How to be a sponsored climber
Another email I get a lot from climbers is one asking “how can I go about getting some sponsorship?” or asking what grade do you have to climb to get sponsored. This is another subject I think it’s important to write about on this blog, because for lots of young climbers it’s a really bad distraction and will influence them to make choices that will ultimately limit their climbing, not empower it.
So, how do you get sponsored? Well the first thing I should say is I am probably not the best person to ask. I am much better at climbing than getting huge sponsorship deals (I like it that way round), but maybe it’s good to point that out - it’s a skill in itself, completely separate from how hard you climb.
On the whole, how much sponsorship you can get has only a little to do with how hard you climb, and the climbing part can be answered in a couple of sentences:
If you want to be a professional climber, take whatever the current cutting edge is in the niche you want to operate in, and better it, convincingly. And understand that you have to do that first, before the sponsorship comes. I know it would help if it was the other way round, but it’s not going to be, so it’s better to accept that from the start.
Right, thats the easy part out of the way, now the hard part. No matter where you are at with your climbing, the challenge to actually turning that into a relationship with a company is your ability to role play the cash strapped marketing manager. This is where most climbers go wrong. This is what you have to imagine:
You are the marketing manager of the company you want to get the deal with, your marketing budget for the year was pretty damn small to start with, and you’ve spent most of it already and allocated the rest twice over already. A glossy pamphlet with a highly professional looking and reading cover letter comes in, among many other bits of mail in a big pile you have to read. It’s a request to be considered for the sponsored athlete team of the company. You’ve got 20 emails to write before your meeting in half an hour, so this request has about 30 seconds to sound good enough to make the headache of redoing all your budget sums for the rest of the year a good idea. (first hint: why should you be sponsored in a couple of sentences, or better still a couple of unmistakeable images?).
If you think your marketing manager might not already know who you are and lots of things about you, wait until they will have. So you have to be able to remind them instantly in words or images why you are exactly what their marketing tactics need to sell more of whatever it is they sell. Did that one pass you by? It does for many young climbers. That last point was where most go wrong. They think that the sponsorship is reward for climbing hard. It’s not. Its about your sponsor being able to sell more product.
So however you go about getting the sponsorship (and there are many ways), remember it is a task of saying “this is how I can help you connect with your customers”, and not “this is how hard I climb”.
How can you help a company present a stronger image, carry a message to more people, through more and better channels and how can you make these ideas sound better than whatever the company are doing right now. Make sure you know these answers inside out, with numbers, and images to back you up, before you approach.
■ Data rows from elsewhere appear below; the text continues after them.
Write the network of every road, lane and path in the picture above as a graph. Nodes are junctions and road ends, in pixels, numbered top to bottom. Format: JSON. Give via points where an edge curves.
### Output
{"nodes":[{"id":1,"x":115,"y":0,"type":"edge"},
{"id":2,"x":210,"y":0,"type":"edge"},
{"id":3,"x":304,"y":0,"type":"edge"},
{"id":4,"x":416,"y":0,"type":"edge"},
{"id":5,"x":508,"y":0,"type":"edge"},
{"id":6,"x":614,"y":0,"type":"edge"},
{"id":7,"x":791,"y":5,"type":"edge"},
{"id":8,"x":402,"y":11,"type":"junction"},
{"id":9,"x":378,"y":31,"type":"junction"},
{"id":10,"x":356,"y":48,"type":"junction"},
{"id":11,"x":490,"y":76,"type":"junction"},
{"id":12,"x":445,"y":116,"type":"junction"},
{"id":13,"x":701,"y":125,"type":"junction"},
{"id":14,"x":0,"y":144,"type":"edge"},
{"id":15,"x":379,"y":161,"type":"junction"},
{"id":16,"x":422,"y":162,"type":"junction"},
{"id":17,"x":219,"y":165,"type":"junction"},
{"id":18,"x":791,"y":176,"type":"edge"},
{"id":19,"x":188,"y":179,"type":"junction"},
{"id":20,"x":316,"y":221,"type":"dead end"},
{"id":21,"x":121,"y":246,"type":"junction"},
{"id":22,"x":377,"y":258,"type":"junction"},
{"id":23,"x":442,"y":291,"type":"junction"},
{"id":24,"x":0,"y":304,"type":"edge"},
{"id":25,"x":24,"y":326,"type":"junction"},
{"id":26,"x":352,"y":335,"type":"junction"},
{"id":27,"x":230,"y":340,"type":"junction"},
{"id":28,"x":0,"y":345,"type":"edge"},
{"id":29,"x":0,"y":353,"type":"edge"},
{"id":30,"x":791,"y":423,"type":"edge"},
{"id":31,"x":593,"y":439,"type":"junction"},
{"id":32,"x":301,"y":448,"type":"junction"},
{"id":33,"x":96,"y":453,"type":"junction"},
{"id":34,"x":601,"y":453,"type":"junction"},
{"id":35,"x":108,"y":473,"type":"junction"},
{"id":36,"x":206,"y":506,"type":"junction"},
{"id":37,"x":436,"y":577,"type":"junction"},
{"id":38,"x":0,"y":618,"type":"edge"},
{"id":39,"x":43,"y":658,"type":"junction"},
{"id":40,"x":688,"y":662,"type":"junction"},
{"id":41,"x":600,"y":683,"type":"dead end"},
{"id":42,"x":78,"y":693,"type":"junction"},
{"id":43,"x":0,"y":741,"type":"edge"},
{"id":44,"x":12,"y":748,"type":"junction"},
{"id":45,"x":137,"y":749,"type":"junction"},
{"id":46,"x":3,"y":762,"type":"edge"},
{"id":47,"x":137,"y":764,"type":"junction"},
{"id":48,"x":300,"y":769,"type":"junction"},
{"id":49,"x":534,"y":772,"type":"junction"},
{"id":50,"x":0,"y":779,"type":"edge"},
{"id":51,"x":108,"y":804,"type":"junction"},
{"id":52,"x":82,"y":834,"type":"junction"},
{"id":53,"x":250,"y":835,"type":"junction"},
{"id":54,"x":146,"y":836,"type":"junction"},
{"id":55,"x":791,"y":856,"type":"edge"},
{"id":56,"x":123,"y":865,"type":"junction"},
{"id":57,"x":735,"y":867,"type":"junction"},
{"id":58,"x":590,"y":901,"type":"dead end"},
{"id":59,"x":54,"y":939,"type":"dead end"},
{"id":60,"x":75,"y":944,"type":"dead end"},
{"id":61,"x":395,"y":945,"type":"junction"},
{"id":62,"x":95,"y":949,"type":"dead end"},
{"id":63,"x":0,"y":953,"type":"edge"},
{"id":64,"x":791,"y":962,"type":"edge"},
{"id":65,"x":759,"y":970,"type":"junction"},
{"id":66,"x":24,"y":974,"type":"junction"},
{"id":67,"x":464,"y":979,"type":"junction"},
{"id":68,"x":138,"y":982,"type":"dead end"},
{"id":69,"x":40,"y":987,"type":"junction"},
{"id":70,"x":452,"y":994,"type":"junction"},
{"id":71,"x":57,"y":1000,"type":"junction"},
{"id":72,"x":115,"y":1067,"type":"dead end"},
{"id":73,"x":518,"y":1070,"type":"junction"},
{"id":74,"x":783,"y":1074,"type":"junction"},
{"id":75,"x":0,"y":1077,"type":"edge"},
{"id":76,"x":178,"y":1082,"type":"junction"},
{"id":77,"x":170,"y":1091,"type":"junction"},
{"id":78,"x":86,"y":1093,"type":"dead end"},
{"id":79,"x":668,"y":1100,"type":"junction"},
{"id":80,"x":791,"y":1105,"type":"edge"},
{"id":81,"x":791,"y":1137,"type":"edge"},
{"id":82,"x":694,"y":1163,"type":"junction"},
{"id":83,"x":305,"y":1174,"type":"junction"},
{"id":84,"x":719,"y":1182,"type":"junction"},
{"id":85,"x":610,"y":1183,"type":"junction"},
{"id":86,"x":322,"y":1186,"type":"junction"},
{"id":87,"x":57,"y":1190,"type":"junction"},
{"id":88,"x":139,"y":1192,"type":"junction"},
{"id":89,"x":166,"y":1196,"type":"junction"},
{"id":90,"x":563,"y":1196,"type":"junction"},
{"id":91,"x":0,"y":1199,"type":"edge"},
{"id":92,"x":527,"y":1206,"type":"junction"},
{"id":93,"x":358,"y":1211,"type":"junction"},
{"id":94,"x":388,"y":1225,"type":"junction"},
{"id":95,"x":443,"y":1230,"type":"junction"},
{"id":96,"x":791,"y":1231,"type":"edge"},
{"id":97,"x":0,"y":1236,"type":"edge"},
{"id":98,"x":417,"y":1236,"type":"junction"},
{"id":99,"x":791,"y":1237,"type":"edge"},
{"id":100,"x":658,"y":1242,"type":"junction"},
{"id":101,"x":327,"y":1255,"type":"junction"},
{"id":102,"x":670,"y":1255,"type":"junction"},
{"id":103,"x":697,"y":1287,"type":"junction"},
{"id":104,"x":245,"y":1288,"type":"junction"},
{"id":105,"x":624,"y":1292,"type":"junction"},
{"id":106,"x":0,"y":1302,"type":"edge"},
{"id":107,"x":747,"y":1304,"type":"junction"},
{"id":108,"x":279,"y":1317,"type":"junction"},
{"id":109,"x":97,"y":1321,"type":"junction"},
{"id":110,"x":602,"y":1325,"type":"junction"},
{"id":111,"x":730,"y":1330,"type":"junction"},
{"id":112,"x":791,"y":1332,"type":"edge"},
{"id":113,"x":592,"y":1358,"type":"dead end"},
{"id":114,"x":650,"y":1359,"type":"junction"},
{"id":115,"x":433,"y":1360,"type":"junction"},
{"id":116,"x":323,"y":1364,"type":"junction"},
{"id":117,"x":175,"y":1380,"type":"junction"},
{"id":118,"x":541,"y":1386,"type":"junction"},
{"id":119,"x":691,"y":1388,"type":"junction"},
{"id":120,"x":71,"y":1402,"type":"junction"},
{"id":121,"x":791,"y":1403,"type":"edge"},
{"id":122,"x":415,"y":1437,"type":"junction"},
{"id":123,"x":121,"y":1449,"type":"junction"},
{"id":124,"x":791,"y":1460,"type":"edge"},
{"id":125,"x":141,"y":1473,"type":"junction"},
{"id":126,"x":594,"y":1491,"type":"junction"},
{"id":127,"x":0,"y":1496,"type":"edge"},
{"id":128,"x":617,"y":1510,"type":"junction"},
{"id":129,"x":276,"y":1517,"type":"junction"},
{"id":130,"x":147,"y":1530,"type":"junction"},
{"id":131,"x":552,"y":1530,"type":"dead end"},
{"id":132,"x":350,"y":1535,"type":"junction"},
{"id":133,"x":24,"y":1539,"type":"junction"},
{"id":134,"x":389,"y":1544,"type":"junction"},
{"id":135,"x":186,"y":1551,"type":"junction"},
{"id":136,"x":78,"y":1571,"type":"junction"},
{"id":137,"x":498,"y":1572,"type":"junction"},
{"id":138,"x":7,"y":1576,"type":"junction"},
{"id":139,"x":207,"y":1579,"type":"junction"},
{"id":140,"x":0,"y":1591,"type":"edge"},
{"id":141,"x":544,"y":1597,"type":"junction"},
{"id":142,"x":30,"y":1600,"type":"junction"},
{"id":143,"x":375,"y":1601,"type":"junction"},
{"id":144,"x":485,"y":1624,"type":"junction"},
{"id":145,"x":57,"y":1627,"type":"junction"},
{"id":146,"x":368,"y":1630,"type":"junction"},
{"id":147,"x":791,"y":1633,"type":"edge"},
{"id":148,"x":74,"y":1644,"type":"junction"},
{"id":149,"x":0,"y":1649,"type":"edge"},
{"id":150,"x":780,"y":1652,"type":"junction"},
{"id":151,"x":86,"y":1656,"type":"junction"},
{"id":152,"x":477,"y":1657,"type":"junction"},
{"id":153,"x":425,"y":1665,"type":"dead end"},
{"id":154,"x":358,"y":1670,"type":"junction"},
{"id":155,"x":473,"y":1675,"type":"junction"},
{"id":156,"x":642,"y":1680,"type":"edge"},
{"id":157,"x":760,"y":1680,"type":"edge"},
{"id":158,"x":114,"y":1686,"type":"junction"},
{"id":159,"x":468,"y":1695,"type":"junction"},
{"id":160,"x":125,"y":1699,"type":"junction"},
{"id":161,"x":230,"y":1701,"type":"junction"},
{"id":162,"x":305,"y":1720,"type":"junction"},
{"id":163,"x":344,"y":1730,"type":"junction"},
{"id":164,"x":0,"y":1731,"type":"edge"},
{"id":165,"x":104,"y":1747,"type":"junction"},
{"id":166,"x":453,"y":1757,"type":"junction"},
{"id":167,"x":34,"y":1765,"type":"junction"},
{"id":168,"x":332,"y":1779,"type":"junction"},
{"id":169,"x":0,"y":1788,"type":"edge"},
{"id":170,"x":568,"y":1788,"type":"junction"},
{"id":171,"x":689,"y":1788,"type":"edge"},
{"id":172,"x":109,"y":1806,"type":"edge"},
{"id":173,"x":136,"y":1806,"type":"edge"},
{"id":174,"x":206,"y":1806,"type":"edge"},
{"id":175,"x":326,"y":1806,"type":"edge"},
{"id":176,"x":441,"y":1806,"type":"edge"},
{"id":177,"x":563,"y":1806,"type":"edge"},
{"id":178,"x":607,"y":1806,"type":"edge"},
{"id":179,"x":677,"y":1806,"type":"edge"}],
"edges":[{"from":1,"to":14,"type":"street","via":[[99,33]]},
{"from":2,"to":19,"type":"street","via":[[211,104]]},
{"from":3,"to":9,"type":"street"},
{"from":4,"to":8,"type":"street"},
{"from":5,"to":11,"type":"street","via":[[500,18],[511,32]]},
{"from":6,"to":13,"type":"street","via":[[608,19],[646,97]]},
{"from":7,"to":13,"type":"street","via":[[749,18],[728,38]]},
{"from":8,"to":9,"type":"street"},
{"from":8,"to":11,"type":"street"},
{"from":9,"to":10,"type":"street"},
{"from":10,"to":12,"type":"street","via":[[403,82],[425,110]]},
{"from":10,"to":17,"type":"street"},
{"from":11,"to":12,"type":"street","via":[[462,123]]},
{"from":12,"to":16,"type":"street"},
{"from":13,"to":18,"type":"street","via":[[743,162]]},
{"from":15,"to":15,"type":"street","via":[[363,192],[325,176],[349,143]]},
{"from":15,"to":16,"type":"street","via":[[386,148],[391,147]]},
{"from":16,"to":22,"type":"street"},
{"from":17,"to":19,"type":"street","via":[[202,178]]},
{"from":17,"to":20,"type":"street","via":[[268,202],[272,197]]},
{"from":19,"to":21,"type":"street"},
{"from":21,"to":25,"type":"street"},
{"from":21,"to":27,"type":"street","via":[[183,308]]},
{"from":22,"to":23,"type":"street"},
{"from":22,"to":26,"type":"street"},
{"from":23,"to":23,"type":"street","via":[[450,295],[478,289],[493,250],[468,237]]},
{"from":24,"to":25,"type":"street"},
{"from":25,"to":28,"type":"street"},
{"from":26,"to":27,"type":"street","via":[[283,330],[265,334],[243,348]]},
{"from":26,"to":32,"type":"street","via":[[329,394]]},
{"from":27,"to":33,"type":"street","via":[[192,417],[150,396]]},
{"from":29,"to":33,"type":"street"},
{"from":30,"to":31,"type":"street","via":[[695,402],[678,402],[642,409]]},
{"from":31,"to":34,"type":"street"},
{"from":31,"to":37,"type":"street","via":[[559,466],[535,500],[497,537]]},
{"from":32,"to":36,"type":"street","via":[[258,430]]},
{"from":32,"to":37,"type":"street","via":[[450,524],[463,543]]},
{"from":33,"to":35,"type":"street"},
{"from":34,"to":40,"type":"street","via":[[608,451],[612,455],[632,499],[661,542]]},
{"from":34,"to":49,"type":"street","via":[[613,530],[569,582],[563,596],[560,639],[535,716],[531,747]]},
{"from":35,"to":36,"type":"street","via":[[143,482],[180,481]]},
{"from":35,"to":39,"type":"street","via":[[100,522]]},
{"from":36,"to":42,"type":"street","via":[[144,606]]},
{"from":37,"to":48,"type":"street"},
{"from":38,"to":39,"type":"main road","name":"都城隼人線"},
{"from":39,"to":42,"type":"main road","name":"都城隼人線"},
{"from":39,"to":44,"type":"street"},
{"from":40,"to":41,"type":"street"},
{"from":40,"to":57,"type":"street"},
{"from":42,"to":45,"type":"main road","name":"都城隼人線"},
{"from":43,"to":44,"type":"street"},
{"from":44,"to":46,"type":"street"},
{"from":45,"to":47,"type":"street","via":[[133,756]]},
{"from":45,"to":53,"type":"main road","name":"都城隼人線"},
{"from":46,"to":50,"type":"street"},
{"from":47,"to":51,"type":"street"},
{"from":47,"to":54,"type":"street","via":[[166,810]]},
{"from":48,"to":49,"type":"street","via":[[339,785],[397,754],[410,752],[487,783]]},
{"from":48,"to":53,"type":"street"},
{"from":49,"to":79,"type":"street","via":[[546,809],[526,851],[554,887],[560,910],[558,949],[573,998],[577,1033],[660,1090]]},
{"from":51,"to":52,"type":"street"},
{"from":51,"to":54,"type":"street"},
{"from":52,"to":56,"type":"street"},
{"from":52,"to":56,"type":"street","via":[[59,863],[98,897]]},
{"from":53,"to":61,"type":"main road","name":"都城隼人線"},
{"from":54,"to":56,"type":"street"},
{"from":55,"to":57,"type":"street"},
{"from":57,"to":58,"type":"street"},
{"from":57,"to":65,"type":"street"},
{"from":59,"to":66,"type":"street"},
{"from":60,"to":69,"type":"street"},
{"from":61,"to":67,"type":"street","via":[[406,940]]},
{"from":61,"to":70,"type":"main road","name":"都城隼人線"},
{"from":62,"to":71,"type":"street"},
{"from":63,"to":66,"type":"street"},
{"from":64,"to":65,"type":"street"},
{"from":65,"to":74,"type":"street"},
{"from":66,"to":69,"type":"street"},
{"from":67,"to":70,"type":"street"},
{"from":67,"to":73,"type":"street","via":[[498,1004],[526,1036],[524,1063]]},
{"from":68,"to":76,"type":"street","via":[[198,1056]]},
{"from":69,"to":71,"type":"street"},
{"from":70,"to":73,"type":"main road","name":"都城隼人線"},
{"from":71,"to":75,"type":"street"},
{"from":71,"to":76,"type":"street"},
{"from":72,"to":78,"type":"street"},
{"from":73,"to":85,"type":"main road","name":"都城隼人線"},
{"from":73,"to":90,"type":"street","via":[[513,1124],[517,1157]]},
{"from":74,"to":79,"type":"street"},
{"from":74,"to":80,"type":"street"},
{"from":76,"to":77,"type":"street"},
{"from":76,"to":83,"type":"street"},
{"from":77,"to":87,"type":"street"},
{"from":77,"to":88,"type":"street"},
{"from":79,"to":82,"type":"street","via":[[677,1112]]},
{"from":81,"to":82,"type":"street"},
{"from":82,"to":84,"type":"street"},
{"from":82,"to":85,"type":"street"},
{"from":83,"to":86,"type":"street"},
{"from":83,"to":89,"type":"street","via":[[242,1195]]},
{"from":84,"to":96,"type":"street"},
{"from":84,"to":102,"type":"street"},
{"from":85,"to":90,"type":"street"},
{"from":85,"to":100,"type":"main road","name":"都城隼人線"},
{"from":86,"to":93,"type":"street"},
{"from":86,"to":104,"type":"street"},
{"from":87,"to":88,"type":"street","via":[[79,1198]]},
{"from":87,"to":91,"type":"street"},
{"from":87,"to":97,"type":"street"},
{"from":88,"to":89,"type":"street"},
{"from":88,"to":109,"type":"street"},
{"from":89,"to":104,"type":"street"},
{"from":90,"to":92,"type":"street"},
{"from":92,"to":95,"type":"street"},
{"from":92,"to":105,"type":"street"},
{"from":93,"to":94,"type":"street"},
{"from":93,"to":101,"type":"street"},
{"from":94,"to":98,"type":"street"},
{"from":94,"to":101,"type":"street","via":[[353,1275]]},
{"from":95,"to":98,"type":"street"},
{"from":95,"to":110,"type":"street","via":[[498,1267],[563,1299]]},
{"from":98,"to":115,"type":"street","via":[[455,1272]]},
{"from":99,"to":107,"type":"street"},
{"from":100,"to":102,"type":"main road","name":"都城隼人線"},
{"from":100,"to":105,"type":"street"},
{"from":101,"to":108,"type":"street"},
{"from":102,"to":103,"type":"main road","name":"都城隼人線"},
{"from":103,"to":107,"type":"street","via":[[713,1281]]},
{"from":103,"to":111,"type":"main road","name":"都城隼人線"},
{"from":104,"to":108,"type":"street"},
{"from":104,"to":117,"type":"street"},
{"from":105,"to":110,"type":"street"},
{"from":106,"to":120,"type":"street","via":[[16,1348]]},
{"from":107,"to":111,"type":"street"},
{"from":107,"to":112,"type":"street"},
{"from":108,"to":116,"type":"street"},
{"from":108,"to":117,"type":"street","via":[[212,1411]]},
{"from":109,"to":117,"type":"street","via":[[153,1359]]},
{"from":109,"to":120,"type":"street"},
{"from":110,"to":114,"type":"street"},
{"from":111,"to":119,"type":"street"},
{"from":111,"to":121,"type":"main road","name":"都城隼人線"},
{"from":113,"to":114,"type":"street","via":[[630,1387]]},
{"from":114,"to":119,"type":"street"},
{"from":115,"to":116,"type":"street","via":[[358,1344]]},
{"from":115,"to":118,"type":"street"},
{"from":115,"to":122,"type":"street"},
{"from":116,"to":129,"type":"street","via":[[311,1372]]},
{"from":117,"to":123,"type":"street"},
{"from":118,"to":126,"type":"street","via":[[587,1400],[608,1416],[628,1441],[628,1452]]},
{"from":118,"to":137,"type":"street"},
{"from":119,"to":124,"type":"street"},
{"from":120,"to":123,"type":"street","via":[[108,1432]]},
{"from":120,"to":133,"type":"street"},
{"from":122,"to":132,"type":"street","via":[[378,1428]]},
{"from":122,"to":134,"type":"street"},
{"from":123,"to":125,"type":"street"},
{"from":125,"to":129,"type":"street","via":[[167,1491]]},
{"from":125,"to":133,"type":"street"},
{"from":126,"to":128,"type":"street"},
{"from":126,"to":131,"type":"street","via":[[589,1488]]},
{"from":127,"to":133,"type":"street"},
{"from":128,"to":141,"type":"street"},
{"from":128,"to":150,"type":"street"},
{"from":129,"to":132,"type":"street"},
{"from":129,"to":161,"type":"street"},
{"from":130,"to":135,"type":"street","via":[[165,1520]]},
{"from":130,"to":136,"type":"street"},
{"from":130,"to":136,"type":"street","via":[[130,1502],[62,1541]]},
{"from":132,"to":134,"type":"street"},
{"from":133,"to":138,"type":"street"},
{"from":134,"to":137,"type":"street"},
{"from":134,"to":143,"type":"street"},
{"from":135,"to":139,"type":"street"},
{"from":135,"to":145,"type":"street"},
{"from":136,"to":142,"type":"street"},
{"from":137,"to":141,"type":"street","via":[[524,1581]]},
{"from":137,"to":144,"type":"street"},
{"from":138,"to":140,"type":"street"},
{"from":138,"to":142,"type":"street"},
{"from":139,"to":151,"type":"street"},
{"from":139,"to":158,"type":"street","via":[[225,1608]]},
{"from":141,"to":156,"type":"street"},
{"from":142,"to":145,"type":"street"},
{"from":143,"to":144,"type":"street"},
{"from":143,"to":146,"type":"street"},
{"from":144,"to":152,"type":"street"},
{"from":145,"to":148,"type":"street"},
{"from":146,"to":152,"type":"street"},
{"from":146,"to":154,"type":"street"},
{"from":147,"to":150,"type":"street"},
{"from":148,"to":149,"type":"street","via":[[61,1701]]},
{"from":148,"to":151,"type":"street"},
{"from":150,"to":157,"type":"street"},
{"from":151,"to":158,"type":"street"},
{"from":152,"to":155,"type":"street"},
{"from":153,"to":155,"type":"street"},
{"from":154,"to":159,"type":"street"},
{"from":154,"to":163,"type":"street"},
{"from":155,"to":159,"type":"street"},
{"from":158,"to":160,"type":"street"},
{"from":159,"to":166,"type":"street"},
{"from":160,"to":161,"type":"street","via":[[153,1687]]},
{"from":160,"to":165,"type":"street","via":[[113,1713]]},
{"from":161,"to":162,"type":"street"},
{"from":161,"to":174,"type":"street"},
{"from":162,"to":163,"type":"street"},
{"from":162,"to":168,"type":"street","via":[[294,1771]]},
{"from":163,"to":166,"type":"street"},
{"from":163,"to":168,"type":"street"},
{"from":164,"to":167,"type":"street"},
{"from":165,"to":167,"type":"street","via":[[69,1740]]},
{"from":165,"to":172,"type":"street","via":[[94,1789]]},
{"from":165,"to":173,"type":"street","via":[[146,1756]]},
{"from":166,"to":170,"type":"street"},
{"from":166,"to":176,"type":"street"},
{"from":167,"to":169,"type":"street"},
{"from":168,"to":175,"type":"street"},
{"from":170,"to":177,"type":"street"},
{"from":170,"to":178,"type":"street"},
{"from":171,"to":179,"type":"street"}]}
Another good approach is not to approach at all. One of the big problems with getting sponsorship is budget cycles. Whenever you approach, it’s sods law the budget has already been spent. Sometimes, it can be better just to keep focusing on building yourself into such a valuable target for companies (hint: once again, climbing is probably the least of this) that it’s inevitable at least one marketing manager will recognise that your 20,000 blog readers per month are a far more valuable asset to get closer to than trying to make traditional ads that anyone will notice.
I’m sure I’ve given a fairly clear perspective on how to approach this, but one final point; the most important one. Whatever you do, don’t rely on the hope you’ll ever pay your bills with sponsorship. You won’t. After several years of trying I got on much better when I realised that looking outside of sponsorship for different types of income compatible with a climbing life was a much better strategy. For me it was writing, lecturing, coaching, labouring, internet retailing and, yes, some sponsorship too.
With trying to be a sponsored athlete you are entering the world of advertising, and successful advertising means being ahead of the curve. If you have to ask others what they are doing right now, you are behind the curve. To be ahead of the curve you’ll need to anticipate what will make marketing managers sit up and rub their eyes next year.
Anyone for a marketing degree? Followed by a multimedia masters? Could be a better idea than a gap year ‘to concentrate on your climbing’. I had two gap years, it didn’t concentrate my climbing as much as I’d have liked, but being broke did concentrate the mind.